We’ve now finished our first day in Cairo. It is definitely different from anywhere I’ve been before. Somewhat intimidating, and yet also very interesting. We’re staying in the downtown area, just a couple of blocks from Midan Tahrir, where the Egyptian Museum is, and there is a huge variety of people around. We didn’t wander too far from the hostel today, and in the same blocks you could see people living in extreme poverty, and people who would qualify as middle class doing their shopping. On one corner, one side of the street was a restaurant which was as sterile and modern as any western fast food chain, and on the other side of the street, the building was crumbling, the sidewalk was covered in rubble.

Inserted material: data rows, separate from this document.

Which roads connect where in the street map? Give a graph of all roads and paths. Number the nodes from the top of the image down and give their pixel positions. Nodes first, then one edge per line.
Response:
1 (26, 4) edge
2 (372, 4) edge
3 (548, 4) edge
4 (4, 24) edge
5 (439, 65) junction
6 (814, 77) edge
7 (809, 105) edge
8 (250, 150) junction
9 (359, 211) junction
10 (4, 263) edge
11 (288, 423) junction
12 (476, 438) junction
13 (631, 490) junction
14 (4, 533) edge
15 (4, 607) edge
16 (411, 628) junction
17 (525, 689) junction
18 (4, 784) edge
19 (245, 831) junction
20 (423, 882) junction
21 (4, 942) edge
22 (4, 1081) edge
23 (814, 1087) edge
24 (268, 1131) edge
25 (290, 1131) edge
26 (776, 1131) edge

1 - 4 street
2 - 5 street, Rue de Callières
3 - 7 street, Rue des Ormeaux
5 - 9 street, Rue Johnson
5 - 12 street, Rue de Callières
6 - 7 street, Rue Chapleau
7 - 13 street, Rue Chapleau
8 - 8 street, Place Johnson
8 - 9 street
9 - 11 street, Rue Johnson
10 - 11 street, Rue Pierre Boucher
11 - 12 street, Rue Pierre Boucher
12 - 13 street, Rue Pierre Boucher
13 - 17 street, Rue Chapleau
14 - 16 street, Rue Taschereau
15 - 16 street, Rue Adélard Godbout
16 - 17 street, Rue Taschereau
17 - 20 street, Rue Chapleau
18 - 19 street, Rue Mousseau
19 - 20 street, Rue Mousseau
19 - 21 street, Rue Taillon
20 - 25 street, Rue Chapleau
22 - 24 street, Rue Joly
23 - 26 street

There are three kinds of Egyptians when it comes to tourism. The majority, who are friendly to you if you ask for directions or look lost, but generally don’t much care about you; those who make an honest living in the tourism industry and want to make sure you have a good time; and the third, who seem to think you came here so that they could try to get your money without any service of value in return. Unfortunately, the last group is large enough to make walking around the streets a tiring game. On our first trip out, we were talked into a perfume shop, but after getting the hard sell, we were left alone when it became apparent that we were not going to buy anything. Having been caught once, you catch onto the pitch quickly, and become better at ignoring it. The downside is that sometimes you end up shrugging off people who are honestly trying to be helpful, which creates kind of a guilty feeling.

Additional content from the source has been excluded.